___ Supplied records

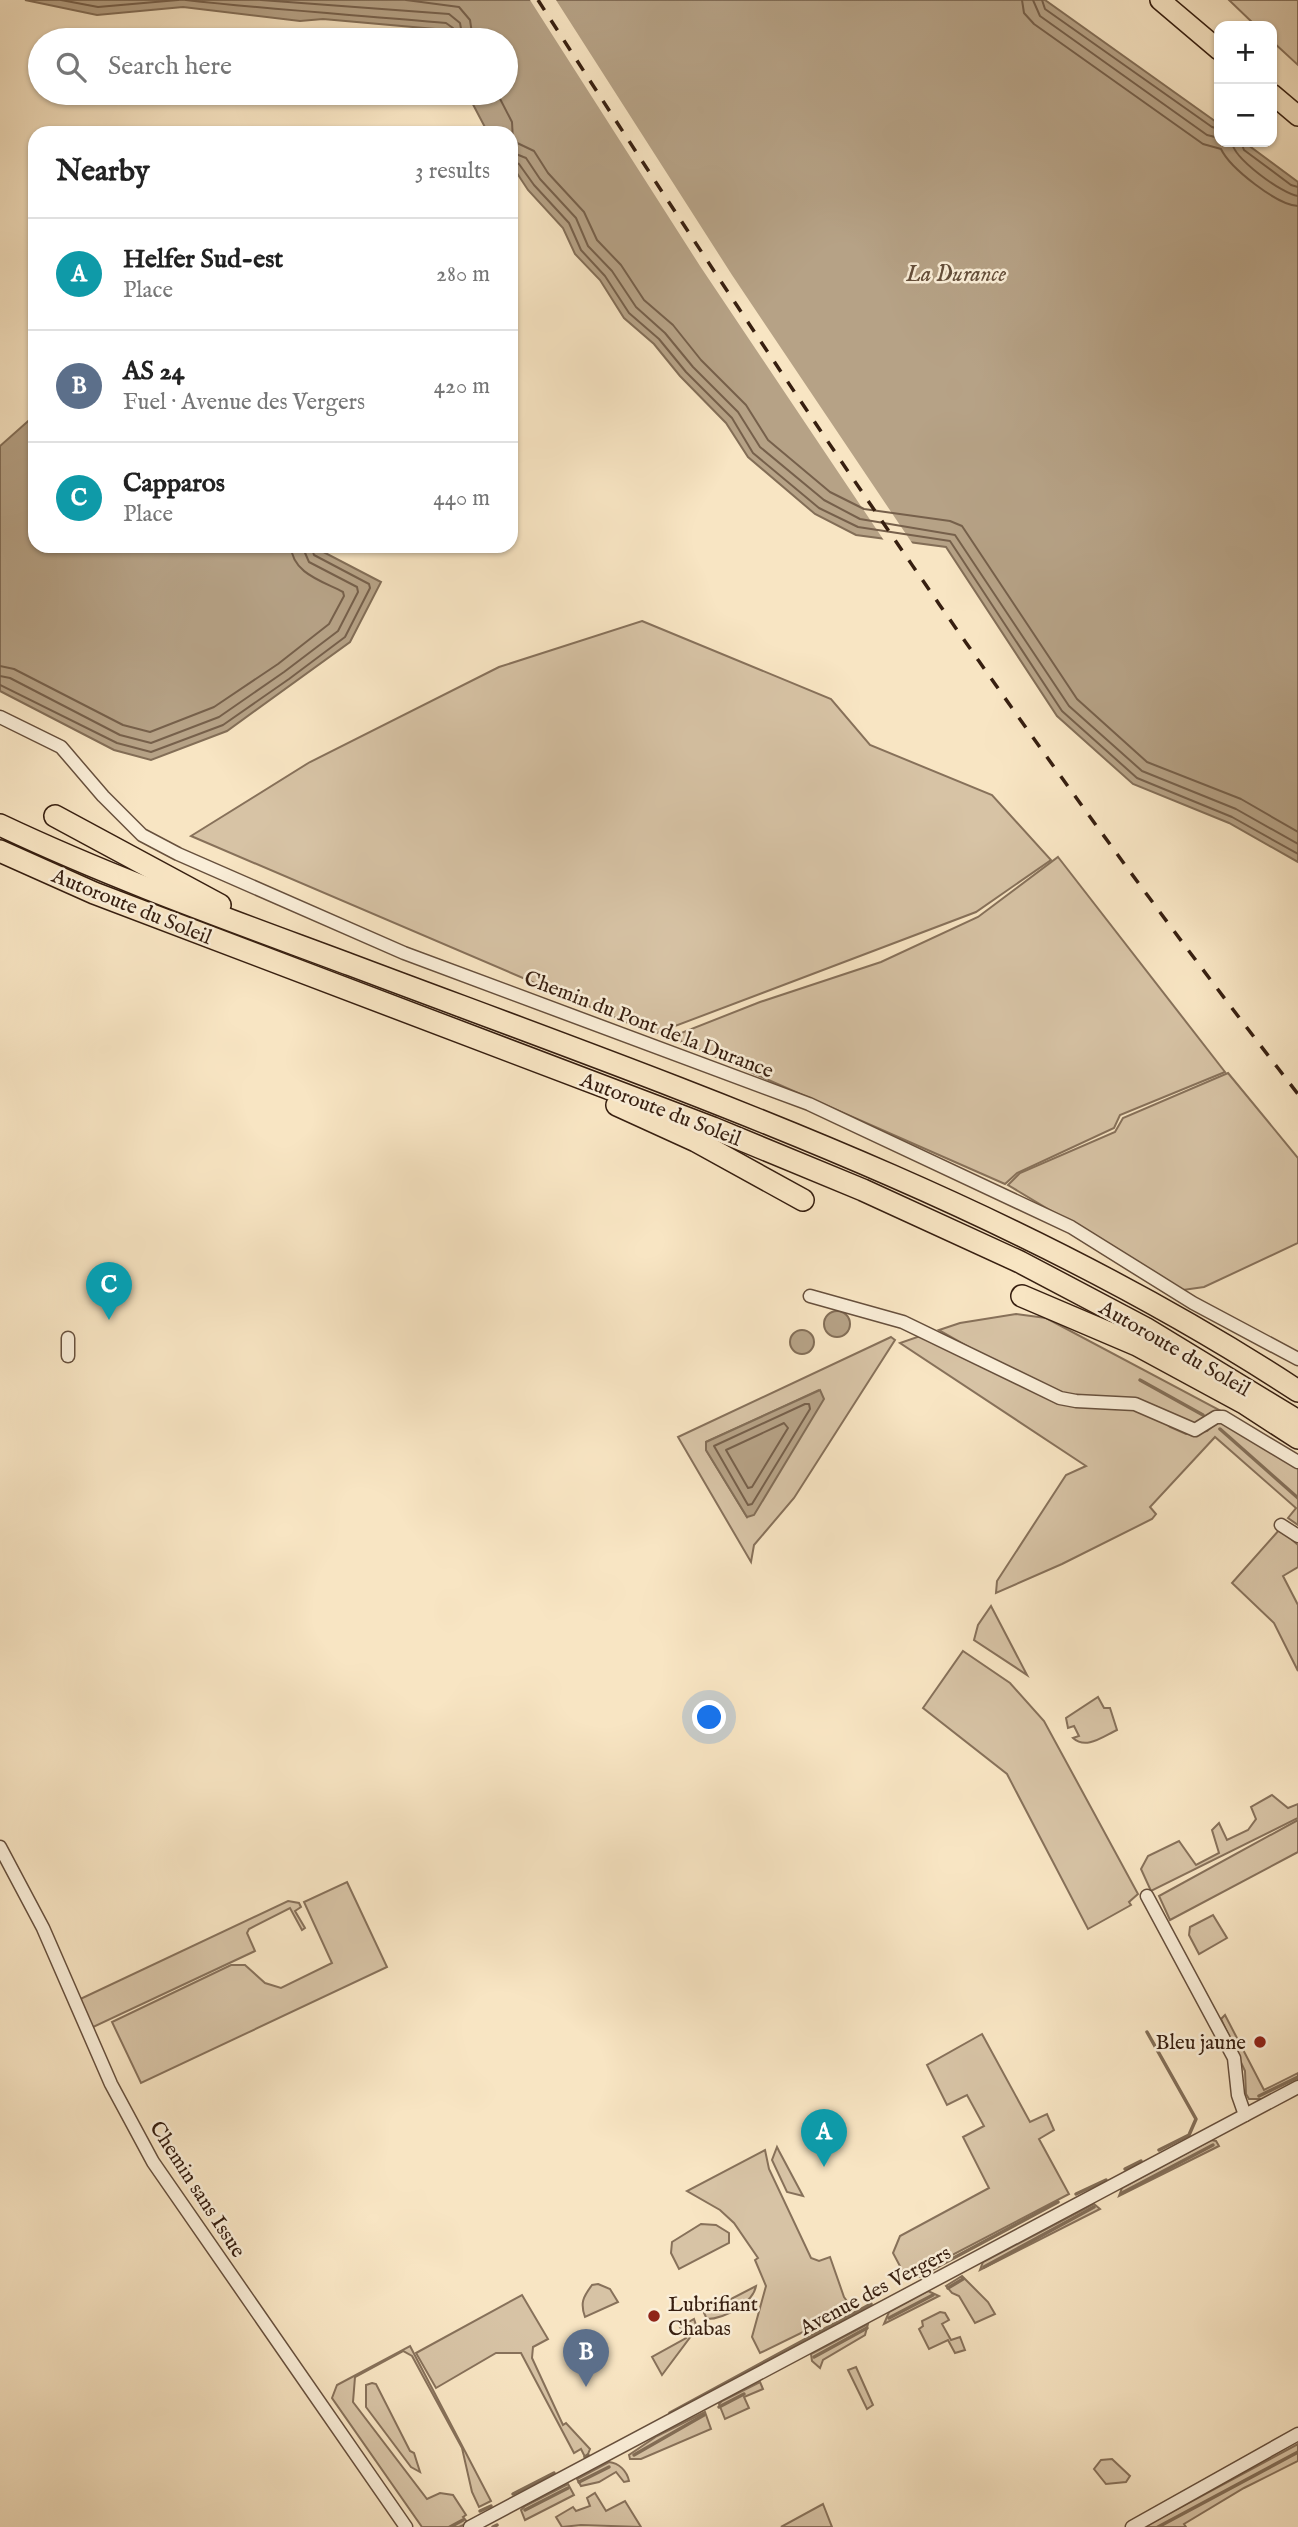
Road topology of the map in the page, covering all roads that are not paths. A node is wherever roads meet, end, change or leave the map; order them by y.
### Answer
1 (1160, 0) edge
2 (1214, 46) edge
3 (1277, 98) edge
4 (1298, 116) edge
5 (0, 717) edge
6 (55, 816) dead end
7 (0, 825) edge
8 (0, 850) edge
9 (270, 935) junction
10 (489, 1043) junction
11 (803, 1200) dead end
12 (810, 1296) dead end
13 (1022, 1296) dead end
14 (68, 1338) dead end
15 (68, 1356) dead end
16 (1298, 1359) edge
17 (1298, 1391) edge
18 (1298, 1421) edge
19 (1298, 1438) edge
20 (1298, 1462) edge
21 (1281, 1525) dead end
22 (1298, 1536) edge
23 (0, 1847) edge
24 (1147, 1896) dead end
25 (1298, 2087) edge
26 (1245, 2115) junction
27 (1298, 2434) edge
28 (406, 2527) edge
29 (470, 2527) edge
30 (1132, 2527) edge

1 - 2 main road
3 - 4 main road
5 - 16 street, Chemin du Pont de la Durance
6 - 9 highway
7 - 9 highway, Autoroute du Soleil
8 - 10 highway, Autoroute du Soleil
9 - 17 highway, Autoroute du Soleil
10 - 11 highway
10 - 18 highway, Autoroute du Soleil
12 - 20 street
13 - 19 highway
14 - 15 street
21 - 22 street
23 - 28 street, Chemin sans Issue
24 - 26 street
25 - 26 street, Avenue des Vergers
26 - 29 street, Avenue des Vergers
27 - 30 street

______
___ Supplied records

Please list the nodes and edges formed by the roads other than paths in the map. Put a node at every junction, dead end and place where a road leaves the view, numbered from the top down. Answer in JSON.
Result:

______
___ Supplied records

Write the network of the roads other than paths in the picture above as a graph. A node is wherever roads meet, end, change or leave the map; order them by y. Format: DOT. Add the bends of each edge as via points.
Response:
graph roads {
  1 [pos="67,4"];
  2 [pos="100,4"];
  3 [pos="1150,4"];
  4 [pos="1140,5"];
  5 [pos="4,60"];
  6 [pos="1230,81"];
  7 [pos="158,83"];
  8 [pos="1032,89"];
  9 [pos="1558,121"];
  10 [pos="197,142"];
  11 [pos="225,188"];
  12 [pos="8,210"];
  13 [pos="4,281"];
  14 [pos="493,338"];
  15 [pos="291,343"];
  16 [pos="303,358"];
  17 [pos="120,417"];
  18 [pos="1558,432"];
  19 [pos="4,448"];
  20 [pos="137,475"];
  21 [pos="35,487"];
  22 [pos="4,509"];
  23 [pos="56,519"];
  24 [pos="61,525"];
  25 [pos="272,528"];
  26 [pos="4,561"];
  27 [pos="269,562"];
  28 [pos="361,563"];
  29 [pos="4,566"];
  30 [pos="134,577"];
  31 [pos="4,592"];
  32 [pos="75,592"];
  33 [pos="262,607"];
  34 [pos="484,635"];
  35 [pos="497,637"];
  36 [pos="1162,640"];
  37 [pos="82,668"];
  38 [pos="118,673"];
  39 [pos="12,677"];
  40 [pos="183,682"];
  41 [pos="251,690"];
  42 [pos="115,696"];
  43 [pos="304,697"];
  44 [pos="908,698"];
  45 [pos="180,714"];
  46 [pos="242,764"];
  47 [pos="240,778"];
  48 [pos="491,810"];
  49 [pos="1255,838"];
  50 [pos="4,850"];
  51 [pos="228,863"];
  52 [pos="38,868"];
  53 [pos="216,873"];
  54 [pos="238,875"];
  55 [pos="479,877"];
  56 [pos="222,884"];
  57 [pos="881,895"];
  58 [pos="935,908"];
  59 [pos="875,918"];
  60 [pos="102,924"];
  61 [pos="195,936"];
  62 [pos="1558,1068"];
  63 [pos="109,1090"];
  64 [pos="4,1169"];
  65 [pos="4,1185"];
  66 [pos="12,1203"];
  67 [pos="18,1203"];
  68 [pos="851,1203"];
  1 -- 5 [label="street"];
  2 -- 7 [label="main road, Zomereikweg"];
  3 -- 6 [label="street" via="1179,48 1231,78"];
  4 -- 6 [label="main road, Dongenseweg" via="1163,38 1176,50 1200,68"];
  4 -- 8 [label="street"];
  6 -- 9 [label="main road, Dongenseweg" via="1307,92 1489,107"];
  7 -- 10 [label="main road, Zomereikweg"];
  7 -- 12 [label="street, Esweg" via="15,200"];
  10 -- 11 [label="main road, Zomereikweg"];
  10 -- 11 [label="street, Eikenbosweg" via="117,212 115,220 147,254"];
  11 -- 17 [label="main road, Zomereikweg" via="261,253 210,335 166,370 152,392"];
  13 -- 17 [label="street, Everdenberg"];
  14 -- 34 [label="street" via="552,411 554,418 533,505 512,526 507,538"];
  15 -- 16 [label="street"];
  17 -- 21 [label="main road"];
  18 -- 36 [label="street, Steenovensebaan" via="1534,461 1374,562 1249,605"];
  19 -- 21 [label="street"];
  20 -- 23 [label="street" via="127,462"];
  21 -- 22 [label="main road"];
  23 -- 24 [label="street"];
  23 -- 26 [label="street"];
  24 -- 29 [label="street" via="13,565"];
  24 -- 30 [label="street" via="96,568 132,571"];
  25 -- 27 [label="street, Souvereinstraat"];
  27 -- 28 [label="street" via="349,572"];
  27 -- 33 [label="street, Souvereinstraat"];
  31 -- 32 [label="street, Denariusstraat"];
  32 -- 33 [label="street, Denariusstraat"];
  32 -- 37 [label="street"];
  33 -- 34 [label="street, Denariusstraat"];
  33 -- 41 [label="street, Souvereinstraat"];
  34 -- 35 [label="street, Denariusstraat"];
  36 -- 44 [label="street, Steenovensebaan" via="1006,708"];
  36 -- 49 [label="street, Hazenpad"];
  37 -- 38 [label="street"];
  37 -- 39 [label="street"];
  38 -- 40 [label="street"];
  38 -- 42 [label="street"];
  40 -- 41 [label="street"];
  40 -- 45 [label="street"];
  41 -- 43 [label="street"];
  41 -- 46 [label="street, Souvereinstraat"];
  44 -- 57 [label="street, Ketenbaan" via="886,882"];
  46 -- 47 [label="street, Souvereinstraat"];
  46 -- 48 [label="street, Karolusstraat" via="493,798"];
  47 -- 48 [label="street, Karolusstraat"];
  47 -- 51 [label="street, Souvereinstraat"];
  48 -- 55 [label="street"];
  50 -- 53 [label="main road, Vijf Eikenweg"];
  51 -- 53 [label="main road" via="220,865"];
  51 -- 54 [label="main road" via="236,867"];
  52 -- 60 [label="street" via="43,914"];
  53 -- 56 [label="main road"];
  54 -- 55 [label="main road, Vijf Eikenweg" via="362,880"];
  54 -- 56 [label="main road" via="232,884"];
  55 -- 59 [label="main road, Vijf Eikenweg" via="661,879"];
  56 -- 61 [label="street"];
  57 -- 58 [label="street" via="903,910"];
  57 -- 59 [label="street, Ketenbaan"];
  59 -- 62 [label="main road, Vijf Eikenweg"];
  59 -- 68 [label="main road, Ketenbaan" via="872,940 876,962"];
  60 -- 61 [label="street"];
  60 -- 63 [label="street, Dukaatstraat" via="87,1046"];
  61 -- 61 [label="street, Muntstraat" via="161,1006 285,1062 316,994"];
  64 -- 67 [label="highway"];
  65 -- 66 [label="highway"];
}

______

> What to produce
Answer with a number alone: how many lines of the listing above include the string "meet"?

> Solution below
2